» **TASK DESCRIPTION**
In your transcription, keep every record exact and leave out the pictures.

Saved data entries
'''

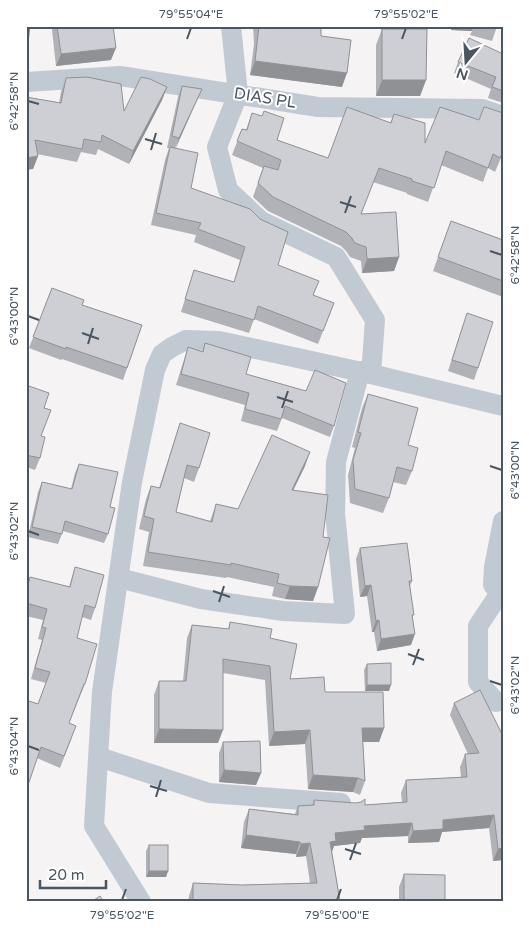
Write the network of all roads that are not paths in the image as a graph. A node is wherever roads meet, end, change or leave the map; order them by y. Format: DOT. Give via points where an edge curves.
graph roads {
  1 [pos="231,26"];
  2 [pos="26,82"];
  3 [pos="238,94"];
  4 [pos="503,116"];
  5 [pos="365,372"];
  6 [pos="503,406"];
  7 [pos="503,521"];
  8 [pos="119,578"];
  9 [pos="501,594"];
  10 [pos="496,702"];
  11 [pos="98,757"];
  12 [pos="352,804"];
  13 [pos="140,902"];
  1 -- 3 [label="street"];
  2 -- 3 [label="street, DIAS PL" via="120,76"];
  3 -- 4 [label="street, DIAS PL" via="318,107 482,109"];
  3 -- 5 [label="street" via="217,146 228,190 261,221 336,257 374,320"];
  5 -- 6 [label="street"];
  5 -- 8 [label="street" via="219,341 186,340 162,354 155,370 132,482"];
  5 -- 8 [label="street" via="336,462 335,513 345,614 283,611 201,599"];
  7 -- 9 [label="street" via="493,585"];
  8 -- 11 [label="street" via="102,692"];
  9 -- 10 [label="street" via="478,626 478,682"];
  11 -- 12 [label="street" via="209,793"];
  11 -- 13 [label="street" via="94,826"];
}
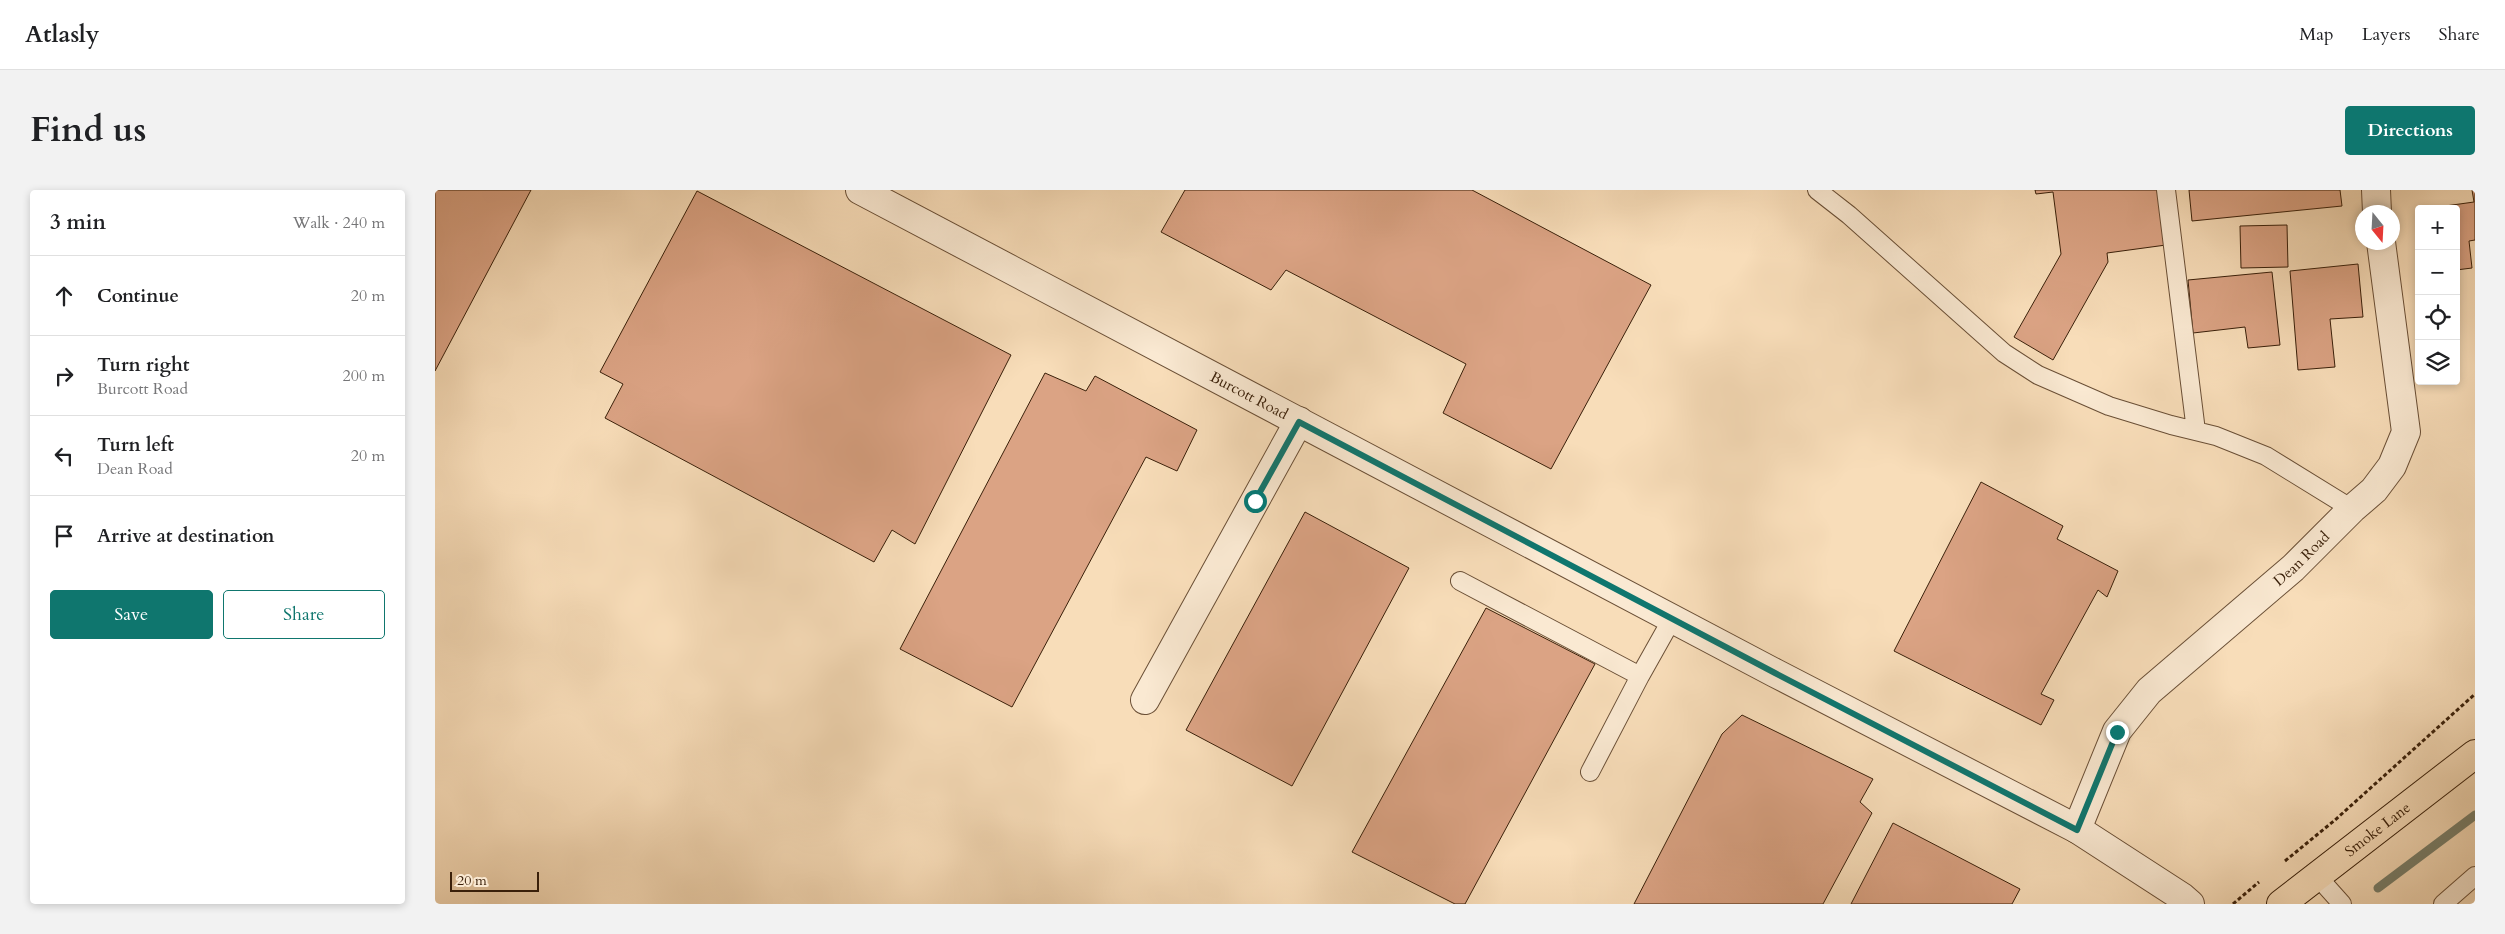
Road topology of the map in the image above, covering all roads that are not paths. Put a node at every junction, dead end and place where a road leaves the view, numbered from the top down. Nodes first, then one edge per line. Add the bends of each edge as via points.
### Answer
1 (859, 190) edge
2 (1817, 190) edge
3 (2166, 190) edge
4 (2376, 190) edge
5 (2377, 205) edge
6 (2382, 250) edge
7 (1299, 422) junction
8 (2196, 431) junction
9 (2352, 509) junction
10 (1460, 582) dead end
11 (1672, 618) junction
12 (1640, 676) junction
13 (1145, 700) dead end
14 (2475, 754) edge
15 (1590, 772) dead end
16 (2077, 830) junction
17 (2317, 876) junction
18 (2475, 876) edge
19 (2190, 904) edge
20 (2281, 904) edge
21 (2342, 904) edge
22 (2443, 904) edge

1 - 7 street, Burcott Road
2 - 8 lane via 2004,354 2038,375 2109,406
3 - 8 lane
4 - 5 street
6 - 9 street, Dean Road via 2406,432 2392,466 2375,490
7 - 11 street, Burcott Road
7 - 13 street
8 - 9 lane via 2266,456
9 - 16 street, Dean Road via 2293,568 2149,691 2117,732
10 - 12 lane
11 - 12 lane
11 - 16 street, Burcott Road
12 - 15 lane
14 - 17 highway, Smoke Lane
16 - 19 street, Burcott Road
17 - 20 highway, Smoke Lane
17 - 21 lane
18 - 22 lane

'''

» **EXPECTED ANSWER**
Write the network of all roads that are not paths in the image as a graph. A node is wherever roads meet, end, change or leave the map; order them by y. Format: DOT. Give via points where an edge curves.
graph roads {
  1 [pos="231,26"];
  2 [pos="26,82"];
  3 [pos="238,94"];
  4 [pos="503,116"];
  5 [pos="365,372"];
  6 [pos="503,406"];
  7 [pos="503,521"];
  8 [pos="119,578"];
  9 [pos="501,594"];
  10 [pos="496,702"];
  11 [pos="98,757"];
  12 [pos="352,804"];
  13 [pos="140,902"];
  1 -- 3 [label="street"];
  2 -- 3 [label="street, DIAS PL" via="120,76"];
  3 -- 4 [label="street, DIAS PL" via="318,107 482,109"];
  3 -- 5 [label="street" via="217,146 228,190 261,221 336,257 374,320"];
  5 -- 6 [label="street"];
  5 -- 8 [label="street" via="219,341 186,340 162,354 155,370 132,482"];
  5 -- 8 [label="street" via="336,462 335,513 345,614 283,611 201,599"];
  7 -- 9 [label="street" via="493,585"];
  8 -- 11 [label="street" via="102,692"];
  9 -- 10 [label="street" via="478,626 478,682"];
  11 -- 12 [label="street" via="209,793"];
  11 -- 13 [label="street" via="94,826"];
}
Road topology of the map in the image above, covering all roads that are not paths. Put a node at every junction, dead end and place where a road leaves the view, numbered from the top down. Nodes first, then one edge per line. Add the bends of each edge as via points.
### Answer
1 (859, 190) edge
2 (1817, 190) edge
3 (2166, 190) edge
4 (2376, 190) edge
5 (2377, 205) edge
6 (2382, 250) edge
7 (1299, 422) junction
8 (2196, 431) junction
9 (2352, 509) junction
10 (1460, 582) dead end
11 (1672, 618) junction
12 (1640, 676) junction
13 (1145, 700) dead end
14 (2475, 754) edge
15 (1590, 772) dead end
16 (2077, 830) junction
17 (2317, 876) junction
18 (2475, 876) edge
19 (2190, 904) edge
20 (2281, 904) edge
21 (2342, 904) edge
22 (2443, 904) edge

1 - 7 street, Burcott Road
2 - 8 lane via 2004,354 2038,375 2109,406
3 - 8 lane
4 - 5 street
6 - 9 street, Dean Road via 2406,432 2392,466 2375,490
7 - 11 street, Burcott Road
7 - 13 street
8 - 9 lane via 2266,456
9 - 16 street, Dean Road via 2293,568 2149,691 2117,732
10 - 12 lane
11 - 12 lane
11 - 16 street, Burcott Road
12 - 15 lane
14 - 17 highway, Smoke Lane
16 - 19 street, Burcott Road
17 - 20 highway, Smoke Lane
17 - 21 lane
18 - 22 lane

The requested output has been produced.